El doblete del Barça deja al Real Madrid entre la gloria o el desastre

El FC Barcelona se proclamó campeón de Copa este domingo después de ganar al Sevilla (2-0) en un triunfo que certifica el doblete blaugrana y que deja al Real Madrid al borde del precipicio, entre el salto a la gloria o el hundimiento hacia el desastre.

Dicho de otra manera, si el Real Madrid gana la Champions, si se adjudica su undécima Copa de Europa, la sensación que emergerá del Bernabéu será la de una buena temporada, incluso por delante del eterno enemigo, toda vez que en la capital valoran más ganar el que consideran que es ‘su trofeo’ que el doblete culé.
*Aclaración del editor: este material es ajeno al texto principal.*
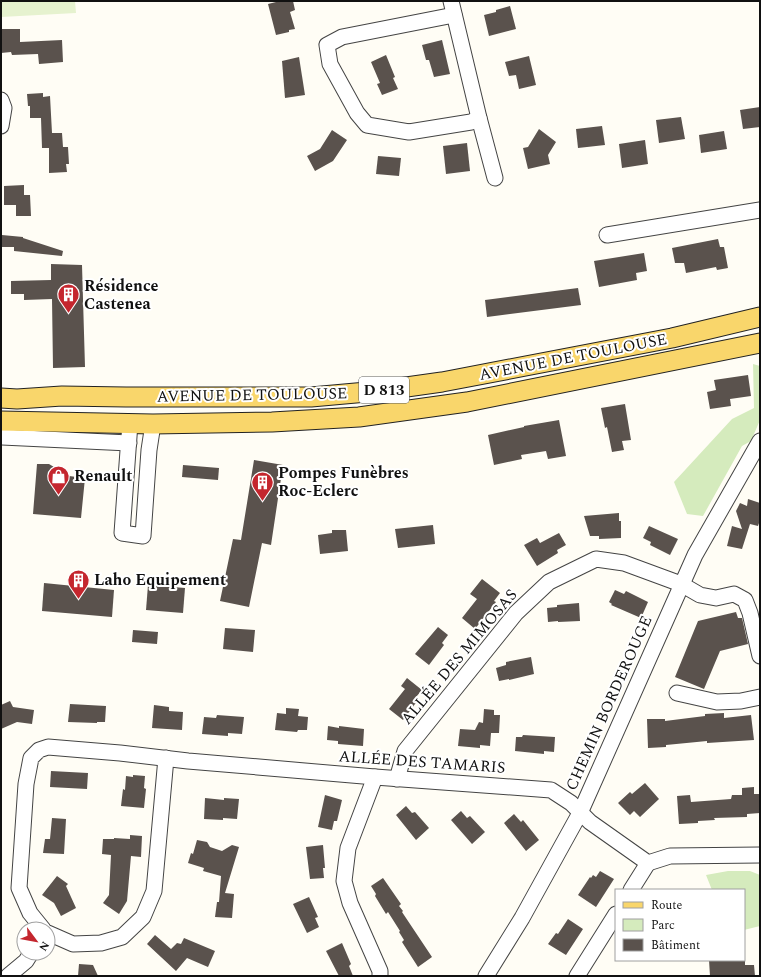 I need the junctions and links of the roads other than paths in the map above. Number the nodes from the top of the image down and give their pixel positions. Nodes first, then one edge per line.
1 (453, 8) edge
2 (1, 100) edge
3 (479, 118) junction
4 (1, 126) edge
5 (495, 178) dead end
6 (760, 210) edge
7 (607, 235) dead end
8 (760, 317) edge
9 (760, 344) edge
10 (126, 397) junction
11 (179, 397) junction
12 (1, 398) edge
13 (153, 419) junction
14 (130, 423) junction
15 (1, 429) edge
16 (760, 441) edge
17 (129, 443) junction
18 (681, 584) junction
19 (760, 656) edge
20 (677, 692) dead end
21 (760, 697) edge
22 (166, 758) junction
23 (375, 777) junction
24 (396, 779) junction
25 (580, 814) junction
26 (760, 855) edge
27 (648, 863) junction
28 (632, 889) edge
29 (615, 916) edge
30 (36, 921) edge
31 (56, 937) edge
32 (26, 961) edge
33 (8, 976) edge
34 (380, 976) edge
35 (486, 976) edge
36 (578, 976) edge

1 - 3 street
1 - 3 street
2 - 4 street
3 - 5 street
6 - 7 street
8 - 11 main road, AVENUE DE TOULOUSE / D 813
9 - 13 main road, AVENUE DE TOULOUSE / D 813
10 - 11 main road, AVENUE DE TOULOUSE / D 813
10 - 12 main road, AVENUE DE TOULOUSE / D 813
10 - 13 main road
11 - 13 main road
13 - 14 main road, AVENUE DE TOULOUSE / D 813
13 - 17 street
14 - 15 main road, AVENUE DE TOULOUSE / D 813
14 - 17 street
15 - 17 street
16 - 18 street, CHEMIN BORDEROUGE
18 - 19 street, ALLÉE DES MIMOSAS
18 - 24 street, ALLÉE DES MIMOSAS
18 - 25 street, CHEMIN BORDEROUGE
20 - 21 street
22 - 23 street, ALLÉE DES TAMARIS
22 - 30 street, ALLÉE DES TAMARIS
22 - 31 street
23 - 24 street, ALLÉE DES TAMARIS
23 - 34 street
24 - 25 street, ALLÉE DES TAMARIS
25 - 27 street, ALLÉE DES TAMARIS
25 - 35 street, CHEMIN BORDEROUGE
26 - 27 street
27 - 28 street
29 - 36 street
32 - 33 street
Digamos que sería un empate técnico entre Madrid y Barça con triunfo blanco a los puntos, por seguir un símil pugilístico.

El problema está en que la derrota en Milán, caer ante el Atlético de Madrid, borraría semejante sueño de gloria y empujaría a los de Zidane al infierno, toda vez que no sólo cerrarían la temporada en blanco, sino que verían como sus rivales más directos les habrían ‘robado’ todos los títulos, a saber, el Atlético la Champions y el Barça, los otros dos trofeos en juego.

Una percepción que no sería frenada ni por el resurgir merengue en el útlimo tramo de Liga ni por el hecho de haberse clasificado para una final de Champions apenas dos años después de la última (entre Glasgow y Lisboa mediaron 12 años).

El ritmo de títulos imparable del Barça han forzado esta necesidad extrema de compensar a toda velocidad los éxitos cosechados al otro lado del puente aéreo.

No es por ello de extrañar que ayer los miembros del Real Madrid (sobre todo sus directivos) desearan al máximo un triunfo del Sevilla ayer en el Calderón o que, ahora, desde Barcelona, se interprete el triunfo del Atlético en Milán como la guinda a un triplete especial, esto es, Liga, Copa y un Madrid sin Champions.